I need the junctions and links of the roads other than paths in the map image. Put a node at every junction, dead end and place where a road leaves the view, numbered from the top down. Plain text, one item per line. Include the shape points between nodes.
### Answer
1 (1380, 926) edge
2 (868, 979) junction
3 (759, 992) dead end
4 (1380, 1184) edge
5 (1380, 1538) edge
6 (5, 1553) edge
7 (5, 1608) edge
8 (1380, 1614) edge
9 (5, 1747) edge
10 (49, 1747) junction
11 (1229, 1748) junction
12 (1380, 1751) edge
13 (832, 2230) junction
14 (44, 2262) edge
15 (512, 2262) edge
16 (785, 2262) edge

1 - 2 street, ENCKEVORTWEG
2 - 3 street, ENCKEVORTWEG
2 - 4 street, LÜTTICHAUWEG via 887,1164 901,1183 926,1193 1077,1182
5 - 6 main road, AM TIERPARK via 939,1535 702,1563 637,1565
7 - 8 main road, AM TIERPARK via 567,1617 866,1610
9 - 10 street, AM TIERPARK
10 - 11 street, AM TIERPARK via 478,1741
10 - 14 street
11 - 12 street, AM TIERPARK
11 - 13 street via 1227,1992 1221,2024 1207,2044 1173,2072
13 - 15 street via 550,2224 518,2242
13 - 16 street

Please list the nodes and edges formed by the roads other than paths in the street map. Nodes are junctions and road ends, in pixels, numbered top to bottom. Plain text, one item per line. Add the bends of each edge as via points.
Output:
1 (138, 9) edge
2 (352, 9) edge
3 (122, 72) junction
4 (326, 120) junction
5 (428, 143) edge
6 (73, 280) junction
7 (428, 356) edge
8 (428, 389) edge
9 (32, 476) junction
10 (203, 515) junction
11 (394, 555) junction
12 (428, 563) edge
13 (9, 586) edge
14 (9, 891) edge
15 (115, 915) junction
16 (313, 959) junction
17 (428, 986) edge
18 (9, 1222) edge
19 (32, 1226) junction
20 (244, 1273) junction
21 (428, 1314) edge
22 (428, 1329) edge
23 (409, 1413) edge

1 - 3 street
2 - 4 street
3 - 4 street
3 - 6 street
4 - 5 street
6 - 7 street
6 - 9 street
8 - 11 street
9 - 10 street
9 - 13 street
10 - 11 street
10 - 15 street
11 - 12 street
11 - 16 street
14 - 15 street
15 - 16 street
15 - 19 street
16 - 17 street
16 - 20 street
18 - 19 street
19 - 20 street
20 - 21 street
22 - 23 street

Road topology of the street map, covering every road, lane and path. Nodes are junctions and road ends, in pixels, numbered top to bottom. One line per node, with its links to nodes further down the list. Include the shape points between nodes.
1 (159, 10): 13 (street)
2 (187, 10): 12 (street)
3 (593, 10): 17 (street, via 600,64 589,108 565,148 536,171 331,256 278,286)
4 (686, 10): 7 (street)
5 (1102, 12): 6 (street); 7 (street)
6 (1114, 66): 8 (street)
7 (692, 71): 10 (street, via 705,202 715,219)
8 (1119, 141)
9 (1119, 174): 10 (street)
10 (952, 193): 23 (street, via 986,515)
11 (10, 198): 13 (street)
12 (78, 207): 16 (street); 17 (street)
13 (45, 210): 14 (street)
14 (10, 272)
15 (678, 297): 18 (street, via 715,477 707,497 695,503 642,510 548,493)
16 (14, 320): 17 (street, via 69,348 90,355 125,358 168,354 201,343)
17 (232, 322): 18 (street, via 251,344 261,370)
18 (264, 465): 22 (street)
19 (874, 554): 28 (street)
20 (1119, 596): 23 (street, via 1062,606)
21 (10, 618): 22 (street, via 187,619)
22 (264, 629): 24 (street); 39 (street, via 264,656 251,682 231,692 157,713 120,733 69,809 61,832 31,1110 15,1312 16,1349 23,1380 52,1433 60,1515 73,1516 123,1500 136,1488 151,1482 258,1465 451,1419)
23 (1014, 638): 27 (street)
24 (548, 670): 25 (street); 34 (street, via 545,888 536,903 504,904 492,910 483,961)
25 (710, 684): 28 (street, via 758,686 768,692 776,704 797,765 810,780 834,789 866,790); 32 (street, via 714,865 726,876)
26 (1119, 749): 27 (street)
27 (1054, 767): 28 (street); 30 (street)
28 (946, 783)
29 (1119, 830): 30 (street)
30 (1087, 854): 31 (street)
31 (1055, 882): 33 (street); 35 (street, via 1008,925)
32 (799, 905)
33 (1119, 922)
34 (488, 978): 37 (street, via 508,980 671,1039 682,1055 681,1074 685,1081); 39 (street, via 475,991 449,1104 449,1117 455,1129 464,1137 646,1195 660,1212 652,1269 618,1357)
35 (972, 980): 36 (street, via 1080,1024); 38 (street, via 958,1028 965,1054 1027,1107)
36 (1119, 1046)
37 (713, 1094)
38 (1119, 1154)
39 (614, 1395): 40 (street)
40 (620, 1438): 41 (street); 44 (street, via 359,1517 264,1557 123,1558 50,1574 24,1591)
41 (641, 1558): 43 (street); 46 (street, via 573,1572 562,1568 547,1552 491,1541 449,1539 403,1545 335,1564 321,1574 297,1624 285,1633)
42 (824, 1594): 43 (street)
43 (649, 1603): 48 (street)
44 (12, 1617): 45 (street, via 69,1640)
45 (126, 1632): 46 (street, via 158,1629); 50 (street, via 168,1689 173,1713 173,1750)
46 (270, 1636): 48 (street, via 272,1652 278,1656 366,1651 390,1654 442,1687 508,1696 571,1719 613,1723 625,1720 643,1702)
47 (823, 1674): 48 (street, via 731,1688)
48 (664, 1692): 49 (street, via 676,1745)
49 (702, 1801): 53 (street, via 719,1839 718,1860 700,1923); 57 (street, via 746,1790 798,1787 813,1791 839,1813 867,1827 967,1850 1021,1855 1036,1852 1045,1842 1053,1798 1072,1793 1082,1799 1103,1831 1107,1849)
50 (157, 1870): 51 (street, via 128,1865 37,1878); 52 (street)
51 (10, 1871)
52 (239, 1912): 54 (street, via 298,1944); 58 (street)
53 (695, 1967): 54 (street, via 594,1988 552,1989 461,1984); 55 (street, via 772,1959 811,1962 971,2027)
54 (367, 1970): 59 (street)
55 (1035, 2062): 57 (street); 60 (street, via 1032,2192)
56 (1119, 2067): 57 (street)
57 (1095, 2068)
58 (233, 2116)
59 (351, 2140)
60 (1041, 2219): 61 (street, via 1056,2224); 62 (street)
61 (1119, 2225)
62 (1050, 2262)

Assignment -
The material is to be given again in full and without variation.

Written solution -
I need the junctions and links of the roads other than paths in the map image. Put a node at every junction, dead end and place where a road leaves the view, numbered from the top down. Plain text, one item per line. Include the shape points between nodes.
### Answer
1 (1380, 926) edge
2 (868, 979) junction
3 (759, 992) dead end
4 (1380, 1184) edge
5 (1380, 1538) edge
6 (5, 1553) edge
7 (5, 1608) edge
8 (1380, 1614) edge
9 (5, 1747) edge
10 (49, 1747) junction
11 (1229, 1748) junction
12 (1380, 1751) edge
13 (832, 2230) junction
14 (44, 2262) edge
15 (512, 2262) edge
16 (785, 2262) edge

1 - 2 street, ENCKEVORTWEG
2 - 3 street, ENCKEVORTWEG
2 - 4 street, LÜTTICHAUWEG via 887,1164 901,1183 926,1193 1077,1182
5 - 6 main road, AM TIERPARK via 939,1535 702,1563 637,1565
7 - 8 main road, AM TIERPARK via 567,1617 866,1610
9 - 10 street, AM TIERPARK
10 - 11 street, AM TIERPARK via 478,1741
10 - 14 street
11 - 12 street, AM TIERPARK
11 - 13 street via 1227,1992 1221,2024 1207,2044 1173,2072
13 - 15 street via 550,2224 518,2242
13 - 16 street

Please list the nodes and edges formed by the roads other than paths in the street map. Nodes are junctions and road ends, in pixels, numbered top to bottom. Plain text, one item per line. Add the bends of each edge as via points.
Output:
1 (138, 9) edge
2 (352, 9) edge
3 (122, 72) junction
4 (326, 120) junction
5 (428, 143) edge
6 (73, 280) junction
7 (428, 356) edge
8 (428, 389) edge
9 (32, 476) junction
10 (203, 515) junction
11 (394, 555) junction
12 (428, 563) edge
13 (9, 586) edge
14 (9, 891) edge
15 (115, 915) junction
16 (313, 959) junction
17 (428, 986) edge
18 (9, 1222) edge
19 (32, 1226) junction
20 (244, 1273) junction
21 (428, 1314) edge
22 (428, 1329) edge
23 (409, 1413) edge

1 - 3 street
2 - 4 street
3 - 4 street
3 - 6 street
4 - 5 street
6 - 7 street
6 - 9 street
8 - 11 street
9 - 10 street
9 - 13 street
10 - 11 street
10 - 15 street
11 - 12 street
11 - 16 street
14 - 15 street
15 - 16 street
15 - 19 street
16 - 17 street
16 - 20 street
18 - 19 street
19 - 20 street
20 - 21 street
22 - 23 street

Road topology of the street map, covering every road, lane and path. Nodes are junctions and road ends, in pixels, numbered top to bottom. One line per node, with its links to nodes further down the list. Include the shape points between nodes.
1 (159, 10): 13 (street)
2 (187, 10): 12 (street)
3 (593, 10): 17 (street, via 600,64 589,108 565,148 536,171 331,256 278,286)
4 (686, 10): 7 (street)
5 (1102, 12): 6 (street); 7 (street)
6 (1114, 66): 8 (street)
7 (692, 71): 10 (street, via 705,202 715,219)
8 (1119, 141)
9 (1119, 174): 10 (street)
10 (952, 193): 23 (street, via 986,515)
11 (10, 198): 13 (street)
12 (78, 207): 16 (street); 17 (street)
13 (45, 210): 14 (street)
14 (10, 272)
15 (678, 297): 18 (street, via 715,477 707,497 695,503 642,510 548,493)
16 (14, 320): 17 (street, via 69,348 90,355 125,358 168,354 201,343)
17 (232, 322): 18 (street, via 251,344 261,370)
18 (264, 465): 22 (street)
19 (874, 554): 28 (street)
20 (1119, 596): 23 (street, via 1062,606)
21 (10, 618): 22 (street, via 187,619)
22 (264, 629): 24 (street); 39 (street, via 264,656 251,682 231,692 157,713 120,733 69,809 61,832 31,1110 15,1312 16,1349 23,1380 52,1433 60,1515 73,1516 123,1500 136,1488 151,1482 258,1465 451,1419)
23 (1014, 638): 27 (street)
24 (548, 670): 25 (street); 34 (street, via 545,888 536,903 504,904 492,910 483,961)
25 (710, 684): 28 (street, via 758,686 768,692 776,704 797,765 810,780 834,789 866,790); 32 (street, via 714,865 726,876)
26 (1119, 749): 27 (street)
27 (1054, 767): 28 (street); 30 (street)
28 (946, 783)
29 (1119, 830): 30 (street)
30 (1087, 854): 31 (street)
31 (1055, 882): 33 (street); 35 (street, via 1008,925)
32 (799, 905)
33 (1119, 922)
34 (488, 978): 37 (street, via 508,980 671,1039 682,1055 681,1074 685,1081); 39 (street, via 475,991 449,1104 449,1117 455,1129 464,1137 646,1195 660,1212 652,1269 618,1357)
35 (972, 980): 36 (street, via 1080,1024); 38 (street, via 958,1028 965,1054 1027,1107)
36 (1119, 1046)
37 (713, 1094)
38 (1119, 1154)
39 (614, 1395): 40 (street)
40 (620, 1438): 41 (street); 44 (street, via 359,1517 264,1557 123,1558 50,1574 24,1591)
41 (641, 1558): 43 (street); 46 (street, via 573,1572 562,1568 547,1552 491,1541 449,1539 403,1545 335,1564 321,1574 297,1624 285,1633)
42 (824, 1594): 43 (street)
43 (649, 1603): 48 (street)
44 (12, 1617): 45 (street, via 69,1640)
45 (126, 1632): 46 (street, via 158,1629); 50 (street, via 168,1689 173,1713 173,1750)
46 (270, 1636): 48 (street, via 272,1652 278,1656 366,1651 390,1654 442,1687 508,1696 571,1719 613,1723 625,1720 643,1702)
47 (823, 1674): 48 (street, via 731,1688)
48 (664, 1692): 49 (street, via 676,1745)
49 (702, 1801): 53 (street, via 719,1839 718,1860 700,1923); 57 (street, via 746,1790 798,1787 813,1791 839,1813 867,1827 967,1850 1021,1855 1036,1852 1045,1842 1053,1798 1072,1793 1082,1799 1103,1831 1107,1849)
50 (157, 1870): 51 (street, via 128,1865 37,1878); 52 (street)
51 (10, 1871)
52 (239, 1912): 54 (street, via 298,1944); 58 (street)
53 (695, 1967): 54 (street, via 594,1988 552,1989 461,1984); 55 (street, via 772,1959 811,1962 971,2027)
54 (367, 1970): 59 (street)
55 (1035, 2062): 57 (street); 60 (street, via 1032,2192)
56 (1119, 2067): 57 (street)
57 (1095, 2068)
58 (233, 2116)
59 (351, 2140)
60 (1041, 2219): 61 (street, via 1056,2224); 62 (street)
61 (1119, 2225)
62 (1050, 2262)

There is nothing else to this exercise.